Whether spatial position influenced reference production was tested by comparing the chance of mentioning the left item as first relatum with random chance, using one–sample t-test. The chance of mentioning the left entity as first relatum was 61% [two-sided 95% CI [0.55, 0.66], SD = 0.20, t₍₅₃₎ = 3.81, p < 0.001, d = 0.47].

Whether animacy or perceptual salience overruled the left bias was analyzed with an ANOVA test, having the Position of the Animate (2 levels: animate left, animate right) and the Position of the Colored entity (2 levels: colored left, colored right) as within subjects factors, and Participant Formulation Preference (2 levels: two-relata, mixed) as a between subjects factor.
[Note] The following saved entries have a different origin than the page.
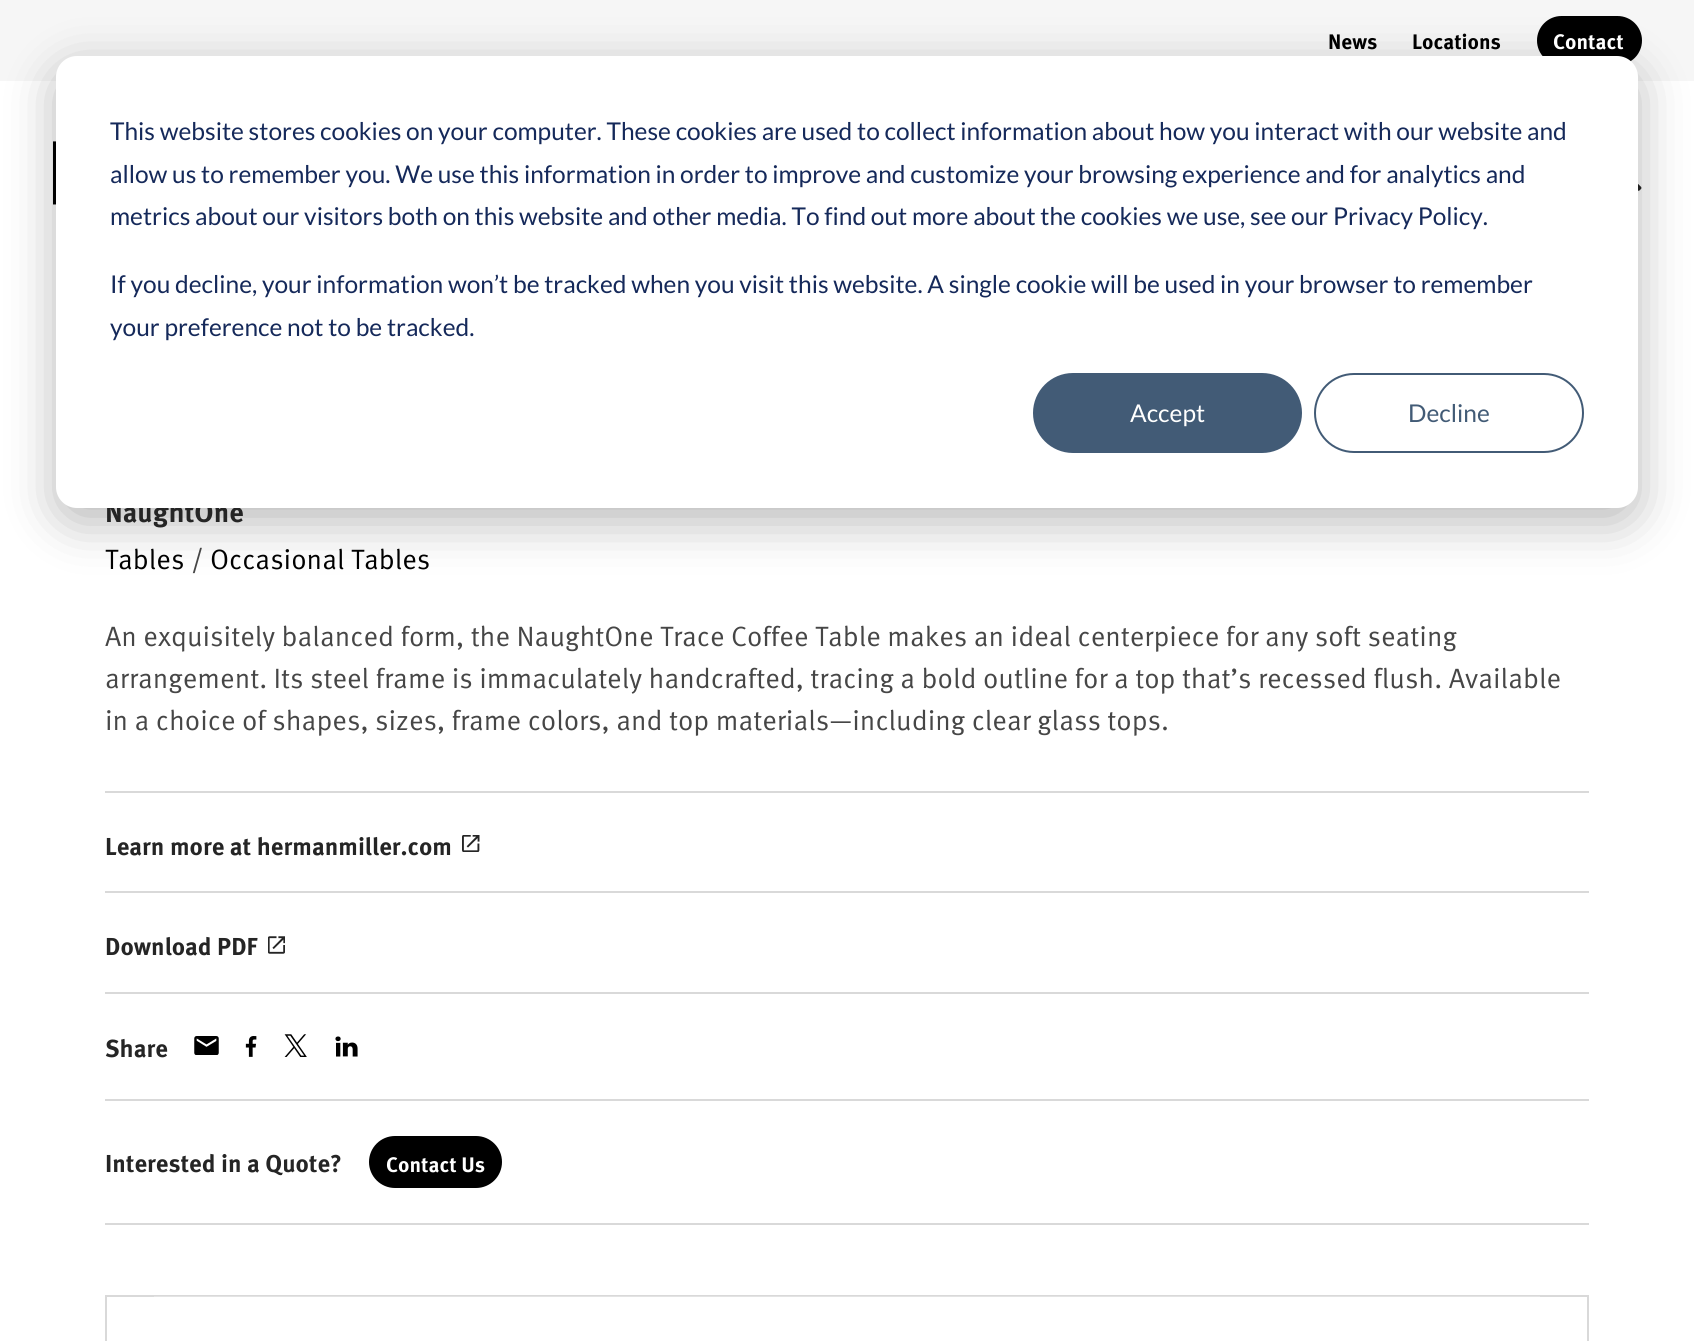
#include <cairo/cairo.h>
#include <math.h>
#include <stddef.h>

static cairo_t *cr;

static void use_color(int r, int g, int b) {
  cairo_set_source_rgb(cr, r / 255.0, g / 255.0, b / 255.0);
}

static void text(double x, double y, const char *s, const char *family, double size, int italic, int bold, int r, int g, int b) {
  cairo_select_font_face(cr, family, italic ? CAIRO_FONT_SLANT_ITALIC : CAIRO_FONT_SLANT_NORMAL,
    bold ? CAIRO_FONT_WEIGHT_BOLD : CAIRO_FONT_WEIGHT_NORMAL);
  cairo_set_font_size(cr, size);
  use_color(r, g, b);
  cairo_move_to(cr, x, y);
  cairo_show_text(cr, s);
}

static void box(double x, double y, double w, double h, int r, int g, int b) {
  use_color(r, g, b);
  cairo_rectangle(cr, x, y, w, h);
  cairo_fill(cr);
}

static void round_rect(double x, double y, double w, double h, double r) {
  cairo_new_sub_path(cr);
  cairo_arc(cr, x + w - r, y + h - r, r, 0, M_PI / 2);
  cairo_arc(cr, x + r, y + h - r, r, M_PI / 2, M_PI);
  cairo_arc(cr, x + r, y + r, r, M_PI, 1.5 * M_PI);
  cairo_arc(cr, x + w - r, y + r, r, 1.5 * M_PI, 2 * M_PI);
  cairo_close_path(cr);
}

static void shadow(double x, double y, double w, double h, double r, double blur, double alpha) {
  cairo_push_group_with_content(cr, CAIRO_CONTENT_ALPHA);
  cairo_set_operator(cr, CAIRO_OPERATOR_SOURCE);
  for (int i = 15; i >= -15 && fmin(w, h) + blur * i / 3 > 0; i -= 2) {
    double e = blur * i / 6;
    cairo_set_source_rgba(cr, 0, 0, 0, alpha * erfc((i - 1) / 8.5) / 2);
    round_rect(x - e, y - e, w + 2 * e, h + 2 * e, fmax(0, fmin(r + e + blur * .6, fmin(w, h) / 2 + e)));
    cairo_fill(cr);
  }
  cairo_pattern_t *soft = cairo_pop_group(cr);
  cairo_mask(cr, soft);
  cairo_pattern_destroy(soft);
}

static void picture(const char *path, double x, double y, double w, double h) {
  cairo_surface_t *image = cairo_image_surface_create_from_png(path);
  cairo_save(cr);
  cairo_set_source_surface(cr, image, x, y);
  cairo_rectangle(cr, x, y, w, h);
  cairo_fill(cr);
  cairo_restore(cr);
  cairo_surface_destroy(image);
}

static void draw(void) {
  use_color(255, 255, 255);
  cairo_paint(cr);
  box(0, 0, 1694, 81, 246, 246, 246);
  use_color(0, 0, 0);
  round_rect(1537, 16, 105, 49, 24.5);
  cairo_fill(cr);
  picture("img_01.png", 53, 141, 3, 64);
  picture("img_02.png", 1638, 184, 4, 7);
  box(105, 1223, 1484, 2, 217, 217, 217);
  box(105, 791, 1484, 2, 217, 217, 217);
  picture("img_03.png", 462, 835, 18, 17);
  box(105, 891, 1484, 2, 217, 217, 217);
  picture("img_04.png", 268, 936, 17, 18);
  box(105, 992, 1484, 2, 217, 217, 217);
  picture("img_05.png", 194, 1036, 25, 19);
  picture("img_06.png", 245, 1036, 12, 21);
  picture("img_07.png", 284, 1034, 23, 23);
  picture("img_08.png", 335, 1036, 23, 21);
  box(105, 1099, 1484, 2, 217, 217, 217);
  use_color(0, 0, 0);
  round_rect(369, 1136, 133, 52, 26);
  cairo_fill(cr);
  cairo_rectangle(cr, 106, 1296, 1482, 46);
  use_color(217, 217, 217);
  cairo_stroke(cr);
  box(154, 1296, 1386, 1, 227, 227, 227);
  use_color(0, 0, 0);
  shadow(56, 70, 1582, 452, 21, 24.5, 0.28);
  text(1328, 49, "News", "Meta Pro", 21, 0, 1, 0, 0, 0);
  text(1412, 49, "Locations", "Meta Pro", 21, 0, 1, 0, 0, 0);
  text(1553, 49, "Contact", "Meta Pro", 21, 0, 1, 255, 255, 255);
  text(105, 522, "NaughtOne", "Meta Pro", 28, 0, 1, 37, 37, 37);
  text(105, 569, "Tables", "Meta Pro", 28, 0, 0, 0, 0, 0);
  text(191, 569, "/", "Meta Pro", 28, 0, 0, 70, 70, 70);
  text(210, 569, "Occasional Tables", "Meta Pro", 28, 0, 0, 0, 0, 0);
  text(105, 646, "An exquisitely balanced form, the NaughtOne Trace Coffee Table makes an ideal centerpiece for any soft seating", "Meta Pro", 28, 0, 0, 70, 70, 70);
  text(105, 688, "arrangement. Its steel frame is immaculately handcrafted, tracing a bold outline for a top that’s recessed flush. Available", "Meta Pro", 28, 0, 0, 70, 70, 70);
  text(105, 730, "in a choice of shapes, sizes, frame colors, and top materials—including clear glass tops.", "Meta Pro", 28, 0, 0, 70, 70, 70);
  text(105, 855, "Learn more at hermanmiller.com", "Meta Pro", 24.5, 0, 1, 37, 37, 37);
  text(105, 955, "Download PDF", "Meta Pro", 24.5, 0, 1, 37, 37, 37);
  text(105, 1057, "Share", "Meta Pro", 24.5, 0, 1, 37, 37, 37);
  text(105, 1172, "Interested in a Quote?", "Meta Pro", 24.5, 0, 1, 37, 37, 37);
  text(386, 1172, "Contact Us", "Meta Pro", 21, 0, 1, 255, 255, 255);
  round_rect(56, 56, 1582, 452, 21);
  cairo_fill(cr);
  text(110, 140, "This website stores cookies on your computer. These cookies are used to collect information about how you interact with our website and", "Lato", 24.5, 0, 0, 21, 41, 90);
  text(110, 183, "allow us to remember you. We use this information in order to improve and customize your browsing experience and for analytics and", "Lato", 24.5, 0, 0, 21, 41, 90);
  text(110, 225, "metrics about our visitors both on this website and other media. To find out more about the cookies we use, see our Privacy Policy.", "Lato", 24.5, 0, 0, 21, 41, 90);
  text(110, 293, "If you decline, your information won’t be tracked when you visit this website. A single cookie will be used in your browser to remember", "Lato", 24.5, 0, 0, 21, 41, 90);
  text(110, 336, "your preference not to be tracked.", "Lato", 24.5, 0, 0, 21, 41, 90);
  use_color(66, 91, 118);
  round_rect(1034, 374, 267, 78, 39);
  cairo_fill_preserve(cr);
  cairo_stroke(cr);
  text(1130, 422, "Accept", "Lato", 24.5, 0, 0, 255, 255, 255);
  round_rect(1315, 374, 268, 78, 39);
  use_color(66, 91, 118);
  cairo_stroke(cr);
  text(1408, 422, "Decline", "Lato", 24.5, 0, 0, 66, 91, 118);
}

int main(void) {
  cairo_surface_t *surface = cairo_image_surface_create(CAIRO_FORMAT_RGB24, 1694, 1341);
  cr = cairo_create(surface);
  cairo_font_options_t *options = cairo_font_options_create();
  cairo_font_options_set_hint_metrics(options, CAIRO_HINT_METRICS_OFF);
  cairo_font_options_set_hint_style(options, CAIRO_HINT_STYLE_NONE);
  cairo_set_font_options(cr, options);
  cairo_set_miter_limit(cr, 4);
  draw();
  cairo_surface_write_to_png(surface, "out.png");
  cairo_font_options_destroy(options);
  cairo_destroy(cr);
  cairo_surface_destroy(surface);
  return 0;
}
There was no statistically significant effect of the Position of the Colored entity (F < 1).

There was a main effect of the Position of the Animate [F_{(1, 52)} = 18.645, p = 0.001, $η_{p}^{2} = 0.264$ ]. Participants mentioned the left entity as relatum more often when the animate entity was placed on the right of the scene (M = 0.67) than when the animate was placed on the left (M = 0.43).

There was a main effect of Participant Formulation Preference [F_{(1, 52)} = 6.613, p = 0.01, $η_{p}^{2} = 0.113$ ]. Participants mentioned the left entity as first relatum more often within a two-relata formulation (M = 0.63), than within a mixed one (M = 0.47).

There was an interaction between the Position of the Animate and Participant Formulation Preference [F_{(1, 52)} = 4.183, p < 0.05, $η_{p}^{2} = 0.074$ ]. Speakers that used a two-relata formulation, mentioned the left entity as first relatum more often when the animate was on the right (M = 0.70) than on the left (M = 0.57). The same pattern of results was observed for speakers that used a mixed formulation (animate right M = 0.65, animate left M = 0.29). A split analysis showed that the general behavior of the two formulation groups is essentially the same, but the effect size is higher for the mixed formulation [F_{(1, 10)} = 7.101, p = 0.024, $η_{p}^{2} = 0.415$ ], than for the two-relata one [F_{(1, 42)} = 7.809, p = 0.008, $η_{p}^{2} = 0.157$ ].

Experiment 1d revealed that perceptual salience, namely entities with unique colors, did not influence reference production, while conceptual salience had a small influence.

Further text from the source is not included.